# Projet

## Imports

In [1]:
import copy
import wave
from pathlib import Path
import numpy as np
import tensorflow as tf
from keras.models import Sequential
from keras.layers import Input, Conv1D, AvgPool1D, MaxPool1D, ZeroPadding1D, BatchNormalization, Flatten, Dense, Activation
from keras.utils.np_utils import to_categorical
import os
from download_dataset import get_bird_json, download_from_bird_json_infos
from prepare_and_clean_dataset import split_audio_file
import librosa

## Récupération des données

In [2]:
# parameters
main_bird = "Parus major"
main_bird_quality = ("A", "B", "C")
number_of_main_bird_recordings = 100

test_bird_1 = "Turdus merula"
test_bird_1_quality = ("A", "B", "C")
number_of_test_bird_1_recordings = 100

test_bird_2 = "Fringilla coelebs"
test_bird_2_quality = ("A", "B", "C")
number_of_test_bird_2_recordings = 100

recordings_folder = "recordings"

# dl data
main_bird_recordings_json = get_bird_json(main_bird, main_bird_quality, number_of_main_bird_recordings)
download_from_bird_json_infos(recordings_folder, main_bird_recordings_json)

test_bird_1_recordings_json = get_bird_json(test_bird_1, test_bird_1_quality, number_of_test_bird_1_recordings)
download_from_bird_json_infos(recordings_folder, test_bird_1_recordings_json)

test_bird_2_recordings_json = get_bird_json(test_bird_2, test_bird_2_quality, number_of_test_bird_2_recordings)
download_from_bird_json_infos(recordings_folder, test_bird_2_recordings_json)

# clean data

print("splitting audio into multiple recordings")
for bird_type in os.listdir(recordings_folder):
    bird_folder = os.path.join(recordings_folder, bird_type)
    print("looking into folder:", bird_folder)
    if os.path.isdir(bird_folder):
        number_of_recordings = len(os.listdir(bird_folder))
        for index, recording in enumerate(os.listdir(bird_folder)):
            print("splitting recording", str(index+1), recording, "out of", number_of_recordings, "for bird", bird_type)
            recording_path = os.path.join(bird_folder, recording)
            split_audio_file(recording_path, bird_folder, recording.split(".")[0], 3)

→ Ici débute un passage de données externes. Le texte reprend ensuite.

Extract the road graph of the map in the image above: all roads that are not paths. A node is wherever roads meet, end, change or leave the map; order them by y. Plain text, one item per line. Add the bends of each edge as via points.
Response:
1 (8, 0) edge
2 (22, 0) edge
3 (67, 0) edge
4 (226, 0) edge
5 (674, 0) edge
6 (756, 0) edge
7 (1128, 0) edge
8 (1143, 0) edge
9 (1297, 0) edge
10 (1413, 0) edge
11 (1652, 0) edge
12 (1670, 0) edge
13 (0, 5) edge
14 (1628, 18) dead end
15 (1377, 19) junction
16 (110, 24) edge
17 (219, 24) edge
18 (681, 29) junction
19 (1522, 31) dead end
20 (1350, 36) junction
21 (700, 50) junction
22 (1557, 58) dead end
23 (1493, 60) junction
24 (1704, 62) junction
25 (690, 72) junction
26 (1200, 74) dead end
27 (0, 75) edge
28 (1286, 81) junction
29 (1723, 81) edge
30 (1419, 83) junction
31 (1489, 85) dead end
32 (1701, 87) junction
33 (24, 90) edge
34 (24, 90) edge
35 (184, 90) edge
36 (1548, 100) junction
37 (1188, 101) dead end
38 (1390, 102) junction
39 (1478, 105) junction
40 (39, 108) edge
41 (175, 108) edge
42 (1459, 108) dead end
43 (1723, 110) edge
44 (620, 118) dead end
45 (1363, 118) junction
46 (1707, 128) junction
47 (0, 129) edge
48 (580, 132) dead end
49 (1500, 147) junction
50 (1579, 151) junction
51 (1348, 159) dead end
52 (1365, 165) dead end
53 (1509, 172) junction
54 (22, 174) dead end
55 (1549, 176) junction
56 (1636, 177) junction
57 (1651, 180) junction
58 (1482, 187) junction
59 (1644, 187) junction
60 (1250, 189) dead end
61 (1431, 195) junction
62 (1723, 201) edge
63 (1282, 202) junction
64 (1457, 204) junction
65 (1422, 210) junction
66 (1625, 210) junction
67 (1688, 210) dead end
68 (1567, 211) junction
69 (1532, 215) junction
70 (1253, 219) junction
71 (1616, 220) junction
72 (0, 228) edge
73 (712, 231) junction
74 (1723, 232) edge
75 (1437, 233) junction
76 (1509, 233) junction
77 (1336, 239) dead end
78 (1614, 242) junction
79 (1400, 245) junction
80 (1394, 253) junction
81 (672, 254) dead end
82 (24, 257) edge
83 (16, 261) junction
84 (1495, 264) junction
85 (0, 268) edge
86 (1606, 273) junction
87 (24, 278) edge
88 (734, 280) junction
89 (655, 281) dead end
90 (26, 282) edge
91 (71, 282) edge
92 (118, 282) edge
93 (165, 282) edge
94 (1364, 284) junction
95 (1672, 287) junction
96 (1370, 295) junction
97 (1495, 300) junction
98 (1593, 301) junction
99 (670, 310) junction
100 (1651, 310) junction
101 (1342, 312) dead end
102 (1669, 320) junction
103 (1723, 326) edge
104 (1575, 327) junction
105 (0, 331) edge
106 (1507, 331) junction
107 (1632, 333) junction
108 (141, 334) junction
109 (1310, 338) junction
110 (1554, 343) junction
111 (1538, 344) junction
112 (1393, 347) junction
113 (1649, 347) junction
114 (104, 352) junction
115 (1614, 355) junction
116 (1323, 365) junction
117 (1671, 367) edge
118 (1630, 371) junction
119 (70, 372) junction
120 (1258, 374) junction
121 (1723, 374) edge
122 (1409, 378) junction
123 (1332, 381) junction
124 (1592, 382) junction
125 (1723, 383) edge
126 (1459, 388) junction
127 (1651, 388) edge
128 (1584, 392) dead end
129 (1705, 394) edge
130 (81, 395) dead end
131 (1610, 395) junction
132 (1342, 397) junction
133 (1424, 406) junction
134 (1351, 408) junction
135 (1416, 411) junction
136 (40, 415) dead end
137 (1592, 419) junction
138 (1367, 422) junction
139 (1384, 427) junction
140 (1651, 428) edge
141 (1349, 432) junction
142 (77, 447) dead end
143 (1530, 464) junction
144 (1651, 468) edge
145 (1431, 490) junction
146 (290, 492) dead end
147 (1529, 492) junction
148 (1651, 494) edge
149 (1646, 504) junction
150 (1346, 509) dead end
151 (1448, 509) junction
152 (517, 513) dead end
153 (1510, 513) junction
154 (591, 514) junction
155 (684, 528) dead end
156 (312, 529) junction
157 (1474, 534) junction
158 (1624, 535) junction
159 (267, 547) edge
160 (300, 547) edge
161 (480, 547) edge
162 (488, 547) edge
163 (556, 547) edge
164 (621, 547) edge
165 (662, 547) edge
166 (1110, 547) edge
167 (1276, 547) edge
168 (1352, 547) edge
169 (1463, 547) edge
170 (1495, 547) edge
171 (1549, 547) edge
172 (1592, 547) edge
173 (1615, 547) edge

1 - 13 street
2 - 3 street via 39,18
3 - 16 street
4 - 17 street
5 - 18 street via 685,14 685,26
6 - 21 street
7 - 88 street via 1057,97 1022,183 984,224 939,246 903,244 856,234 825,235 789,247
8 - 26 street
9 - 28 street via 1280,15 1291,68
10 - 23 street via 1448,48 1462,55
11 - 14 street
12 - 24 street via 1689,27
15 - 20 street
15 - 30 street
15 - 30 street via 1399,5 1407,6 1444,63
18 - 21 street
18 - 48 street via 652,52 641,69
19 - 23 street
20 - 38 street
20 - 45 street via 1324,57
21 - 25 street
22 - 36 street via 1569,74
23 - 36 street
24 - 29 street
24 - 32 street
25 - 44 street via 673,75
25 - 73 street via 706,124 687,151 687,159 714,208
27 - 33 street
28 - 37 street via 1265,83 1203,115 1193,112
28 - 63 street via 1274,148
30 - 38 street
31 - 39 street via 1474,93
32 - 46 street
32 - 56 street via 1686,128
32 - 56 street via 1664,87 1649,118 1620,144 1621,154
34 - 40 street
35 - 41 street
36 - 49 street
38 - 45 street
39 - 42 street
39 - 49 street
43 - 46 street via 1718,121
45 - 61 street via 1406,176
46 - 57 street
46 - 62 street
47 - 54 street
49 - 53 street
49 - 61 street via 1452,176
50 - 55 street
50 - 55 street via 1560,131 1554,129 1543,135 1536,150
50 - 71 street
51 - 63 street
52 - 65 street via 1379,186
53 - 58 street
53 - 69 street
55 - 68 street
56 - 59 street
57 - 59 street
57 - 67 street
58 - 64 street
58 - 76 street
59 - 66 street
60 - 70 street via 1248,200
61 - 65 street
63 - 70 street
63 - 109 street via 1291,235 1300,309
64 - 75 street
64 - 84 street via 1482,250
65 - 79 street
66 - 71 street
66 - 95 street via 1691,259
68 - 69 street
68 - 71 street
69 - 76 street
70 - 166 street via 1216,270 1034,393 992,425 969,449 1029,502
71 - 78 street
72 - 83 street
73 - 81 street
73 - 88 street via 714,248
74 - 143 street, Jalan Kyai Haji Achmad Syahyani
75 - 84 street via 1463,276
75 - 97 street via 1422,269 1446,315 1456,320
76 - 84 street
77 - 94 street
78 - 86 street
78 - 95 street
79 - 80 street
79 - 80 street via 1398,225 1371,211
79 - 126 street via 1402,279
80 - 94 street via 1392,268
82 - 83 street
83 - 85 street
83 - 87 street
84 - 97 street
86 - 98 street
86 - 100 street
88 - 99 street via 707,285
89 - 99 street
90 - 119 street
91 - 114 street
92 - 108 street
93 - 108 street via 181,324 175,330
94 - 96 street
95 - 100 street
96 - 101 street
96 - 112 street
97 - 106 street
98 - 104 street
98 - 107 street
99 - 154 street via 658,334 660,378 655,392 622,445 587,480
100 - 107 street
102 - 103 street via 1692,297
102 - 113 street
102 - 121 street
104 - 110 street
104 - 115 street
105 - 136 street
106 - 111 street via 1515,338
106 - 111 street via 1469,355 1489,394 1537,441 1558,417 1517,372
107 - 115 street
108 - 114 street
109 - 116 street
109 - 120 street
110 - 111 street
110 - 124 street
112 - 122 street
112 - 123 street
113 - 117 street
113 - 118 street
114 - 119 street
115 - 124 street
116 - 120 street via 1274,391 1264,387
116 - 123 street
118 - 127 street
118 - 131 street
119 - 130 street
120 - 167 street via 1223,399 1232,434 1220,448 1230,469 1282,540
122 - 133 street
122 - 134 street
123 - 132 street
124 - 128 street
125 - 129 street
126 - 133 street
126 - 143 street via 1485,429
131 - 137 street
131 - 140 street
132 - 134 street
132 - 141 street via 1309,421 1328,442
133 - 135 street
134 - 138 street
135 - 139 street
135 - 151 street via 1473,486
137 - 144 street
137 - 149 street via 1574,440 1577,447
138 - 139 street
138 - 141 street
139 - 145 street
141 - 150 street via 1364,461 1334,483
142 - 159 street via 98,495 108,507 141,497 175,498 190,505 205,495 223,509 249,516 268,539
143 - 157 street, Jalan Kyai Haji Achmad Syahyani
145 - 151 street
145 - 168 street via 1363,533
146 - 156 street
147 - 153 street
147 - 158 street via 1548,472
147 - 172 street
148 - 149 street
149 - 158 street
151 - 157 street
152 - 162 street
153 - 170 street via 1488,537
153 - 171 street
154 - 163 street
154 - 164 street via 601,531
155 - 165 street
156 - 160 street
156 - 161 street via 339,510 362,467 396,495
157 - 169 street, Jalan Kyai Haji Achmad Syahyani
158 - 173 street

Getting recordings data for Parus+major with quality A
Getting recordings data for Parus+major with quality B
Getting recordings data for Parus+major with quality C
Downloading file: 1 out of 100 ( XC795108-230404_11Parus-major-song-10.30-Camiño-galegas,-Biobra,-Rubiá.mp3 )
Downloading file: 2 out of 100 ( XC794967-230403_41-Parus-major-14.30-Covas,-Rubiá.mp3 )
Downloading file: 3 out of 100 ( XC794645-MVI_5842.mp3 )
Downloading file: 4 out of 100 ( XC793834-pmajor_230415_aluvium.wav )
Downloading file: 5 out of 100 ( XC793240-230413_1596-1739-Kohlmeise.-CZ,-Becov-nad-Teplou.-Stephan-Risch.wav )
Downloading file: 6 out of 100 ( XC793160-Kohlmeise--Würmseeplatz--München.mp3 )
Downloading file: 7 out of 100 ( XC793158-Kohlmeise--Ambacher-Straße--München.mp3 )
Downloading file: 8 out of 100 ( XC792834-Tit,-Great-(Nové-Mlyny)-19.4.22-SF.mp3 )
Downloading file: 9 out of 100 ( XC792650-20230411_171921-cinciallegra.mp3 )
Downloading file: 10 out of 100 ( XC792271-P.-major--230406_012б-(3-50),

## Création des jeux de données

In [39]:
# create train, test and text pointers
recordings_folder = "recordings"
main_bird = "Parus major"

file_name = "testing_list.txt"

count = 0
with open(os.path.join(recordings_folder, file_name), "w", encoding="utf-8") as f:
    for bird_type in os.listdir(recordings_folder):
        bird_folder = os.path.join(recordings_folder, bird_type)
        if os.path.isdir(bird_folder):
            for recording in os.listdir(bird_folder):
                sound_filename = os.path.join(bird_folder, recording)
                if os.path.isfile(sound_filename) and "splitted_" in sound_filename:
                    if count < 1200:
                        if np.random.rand() > 0.3:
                            f.write(sound_filename + "\n")
                            count += 1
            count = 0
print("Done")

Done


## Création des jeux de données

In [40]:
dataset_dir = Path('recordings')

CLASSES = ["Parus_major", "Turdus_merula", "Fringilla_coelebs"]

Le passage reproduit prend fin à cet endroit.